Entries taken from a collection
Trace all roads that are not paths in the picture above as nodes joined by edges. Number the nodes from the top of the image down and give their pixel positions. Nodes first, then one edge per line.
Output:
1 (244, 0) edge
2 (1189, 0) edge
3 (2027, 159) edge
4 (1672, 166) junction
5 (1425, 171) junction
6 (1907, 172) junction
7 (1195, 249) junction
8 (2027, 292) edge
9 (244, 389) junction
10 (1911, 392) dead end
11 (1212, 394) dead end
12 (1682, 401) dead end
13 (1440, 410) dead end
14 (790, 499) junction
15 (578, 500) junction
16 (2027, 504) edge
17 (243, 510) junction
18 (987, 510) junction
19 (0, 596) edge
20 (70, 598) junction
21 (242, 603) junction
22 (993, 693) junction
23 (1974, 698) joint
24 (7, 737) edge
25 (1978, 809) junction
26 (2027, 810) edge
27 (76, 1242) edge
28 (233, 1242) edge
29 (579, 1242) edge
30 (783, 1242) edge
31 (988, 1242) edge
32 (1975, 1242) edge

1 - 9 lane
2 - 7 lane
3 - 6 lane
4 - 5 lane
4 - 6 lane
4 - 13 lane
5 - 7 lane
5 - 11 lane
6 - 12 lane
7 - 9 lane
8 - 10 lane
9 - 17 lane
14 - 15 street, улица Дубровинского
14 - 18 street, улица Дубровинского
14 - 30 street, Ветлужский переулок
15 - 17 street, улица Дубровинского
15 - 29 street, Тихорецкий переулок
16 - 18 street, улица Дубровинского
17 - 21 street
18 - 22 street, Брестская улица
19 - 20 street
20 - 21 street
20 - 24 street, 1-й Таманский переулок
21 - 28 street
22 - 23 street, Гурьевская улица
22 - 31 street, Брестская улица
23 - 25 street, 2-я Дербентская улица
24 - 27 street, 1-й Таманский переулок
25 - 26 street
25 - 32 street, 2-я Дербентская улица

EXERCISE DESCRIPTION: Reply with a lone number, the count of lines in the data that include the string "переулок".

YOUR SOLUTION: 4